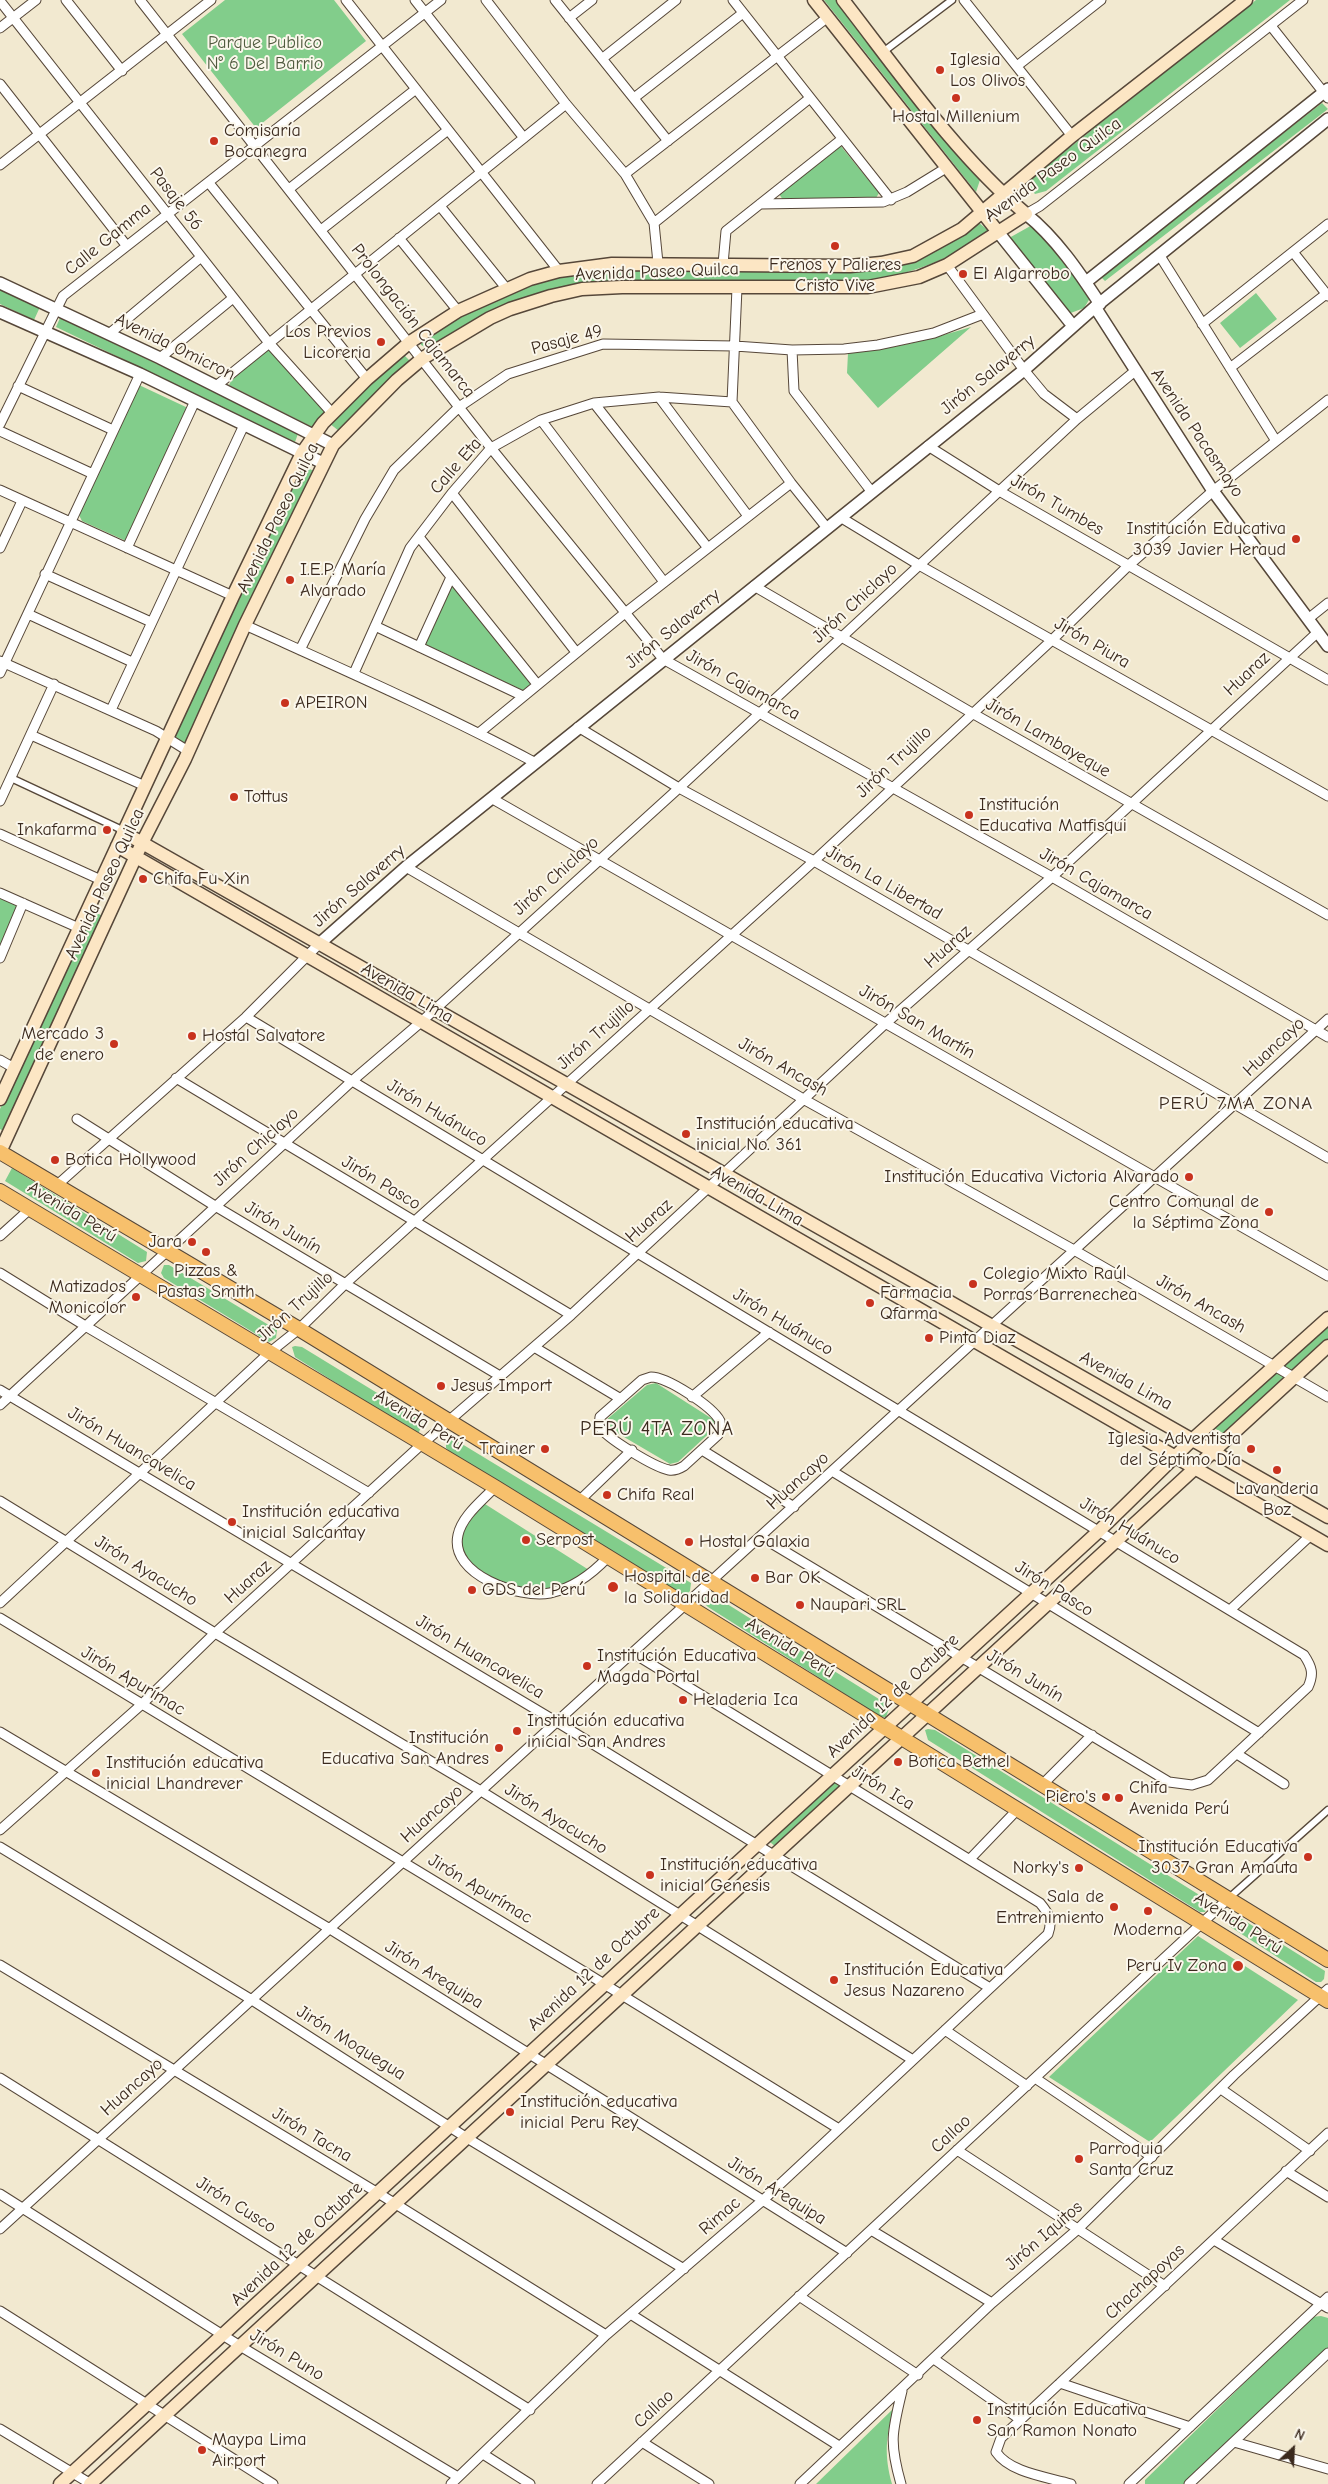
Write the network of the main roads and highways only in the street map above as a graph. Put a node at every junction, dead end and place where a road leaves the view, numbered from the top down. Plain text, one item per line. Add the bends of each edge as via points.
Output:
1 (814, 0) edge
2 (843, 0) edge
3 (1246, 0) edge
4 (1004, 195) junction
5 (982, 213) junction
6 (1026, 214) joint
7 (998, 232) junction
8 (121, 830) junction
9 (142, 843) junction
10 (117, 846) junction
11 (136, 857) junction
12 (0, 1099) edge
13 (0, 1152) edge
14 (0, 1191) edge
15 (1328, 1318) edge
16 (1328, 1346) edge
17 (1193, 1439) junction
18 (1212, 1450) junction
19 (1175, 1457) junction
20 (1194, 1468) junction
21 (1328, 1517) edge
22 (1328, 1545) edge
23 (911, 1703) junction
24 (930, 1714) junction
25 (886, 1727) junction
26 (903, 1738) junction
27 (1328, 1960) edge
28 (1325, 1995) edge
29 (60, 2484) edge
30 (91, 2484) edge

1 - 5 main road
2 - 4 main road, Avenida Pacasmayo via 954,139
3 - 4 main road, Avenida Paseo Quilca via 1072,136
4 - 5 main road, Avenida Paseo Quilca
4 - 6 main road, Avenida Pacasmayo
5 - 7 main road
5 - 8 main road, Avenida Paseo Quilca via 962,229 913,256 881,263 850,266 658,263 559,270 506,288 458,310 410,342 367,379 313,434
6 - 7 main road, Avenida Paseo Quilca
7 - 9 main road, Avenida Paseo Quilca via 947,265 919,277 868,287 582,289 510,308 423,358 333,445
8 - 9 main road, Avenida Lima
8 - 10 main road, Avenida Paseo Quilca
9 - 11 main road, Avenida Paseo Quilca
9 - 17 main road, Avenida Lima
10 - 11 main road, Avenida Lima
10 - 12 main road, Avenida Paseo Quilca
11 - 13 main road, Avenida Paseo Quilca
11 - 19 main road, Avenida Lima
13 - 23 main road, Avenida Perú via 299,1329
14 - 25 main road, Avenida Perú via 495,1487
15 - 17 main road, Avenida 12 de Octubre
16 - 18 main road, Avenida 12 de Octubre
17 - 18 main road, Avenida Lima
17 - 19 main road, Avenida 12 de Octubre
18 - 20 main road, Avenida 12 de Octubre
18 - 21 main road, Avenida Lima
19 - 20 main road, Avenida Lima
19 - 23 main road, Avenida 12 de Octubre
20 - 22 main road, Avenida Lima
20 - 24 main road, Avenida 12 de Octubre
23 - 24 main road, Avenida Perú
23 - 25 main road, Avenida 12 de Octubre
24 - 26 main road, Avenida 12 de Octubre
24 - 27 main road, Avenida Perú
25 - 26 main road, Avenida Perú
25 - 29 main road, Avenida 12 de Octubre
26 - 28 main road, Avenida Perú via 1203,1924
26 - 30 main road, Avenida 12 de Octubre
════
Pictures aside, the material must be written out word for word.

Write the network of the main roads and highways only in the street map above as a graph. Put a node at every junction, dead end and place where a road leaves the view, numbered from the top down. Plain text, one item per line. Add the bends of each edge as via points.
Output:
1 (814, 0) edge
2 (843, 0) edge
3 (1246, 0) edge
4 (1004, 195) junction
5 (982, 213) junction
6 (1026, 214) joint
7 (998, 232) junction
8 (121, 830) junction
9 (142, 843) junction
10 (117, 846) junction
11 (136, 857) junction
12 (0, 1099) edge
13 (0, 1152) edge
14 (0, 1191) edge
15 (1328, 1318) edge
16 (1328, 1346) edge
17 (1193, 1439) junction
18 (1212, 1450) junction
19 (1175, 1457) junction
20 (1194, 1468) junction
21 (1328, 1517) edge
22 (1328, 1545) edge
23 (911, 1703) junction
24 (930, 1714) junction
25 (886, 1727) junction
26 (903, 1738) junction
27 (1328, 1960) edge
28 (1325, 1995) edge
29 (60, 2484) edge
30 (91, 2484) edge

1 - 5 main road
2 - 4 main road, Avenida Pacasmayo via 954,139
3 - 4 main road, Avenida Paseo Quilca via 1072,136
4 - 5 main road, Avenida Paseo Quilca
4 - 6 main road, Avenida Pacasmayo
5 - 7 main road
5 - 8 main road, Avenida Paseo Quilca via 962,229 913,256 881,263 850,266 658,263 559,270 506,288 458,310 410,342 367,379 313,434
6 - 7 main road, Avenida Paseo Quilca
7 - 9 main road, Avenida Paseo Quilca via 947,265 919,277 868,287 582,289 510,308 423,358 333,445
8 - 9 main road, Avenida Lima
8 - 10 main road, Avenida Paseo Quilca
9 - 11 main road, Avenida Paseo Quilca
9 - 17 main road, Avenida Lima
10 - 11 main road, Avenida Lima
10 - 12 main road, Avenida Paseo Quilca
11 - 13 main road, Avenida Paseo Quilca
11 - 19 main road, Avenida Lima
13 - 23 main road, Avenida Perú via 299,1329
14 - 25 main road, Avenida Perú via 495,1487
15 - 17 main road, Avenida 12 de Octubre
16 - 18 main road, Avenida 12 de Octubre
17 - 18 main road, Avenida Lima
17 - 19 main road, Avenida 12 de Octubre
18 - 20 main road, Avenida 12 de Octubre
18 - 21 main road, Avenida Lima
19 - 20 main road, Avenida Lima
19 - 23 main road, Avenida 12 de Octubre
20 - 22 main road, Avenida Lima
20 - 24 main road, Avenida 12 de Octubre
23 - 24 main road, Avenida Perú
23 - 25 main road, Avenida 12 de Octubre
24 - 26 main road, Avenida 12 de Octubre
24 - 27 main road, Avenida Perú
25 - 26 main road, Avenida Perú
25 - 29 main road, Avenida 12 de Octubre
26 - 28 main road, Avenida Perú via 1203,1924
26 - 30 main road, Avenida 12 de Octubre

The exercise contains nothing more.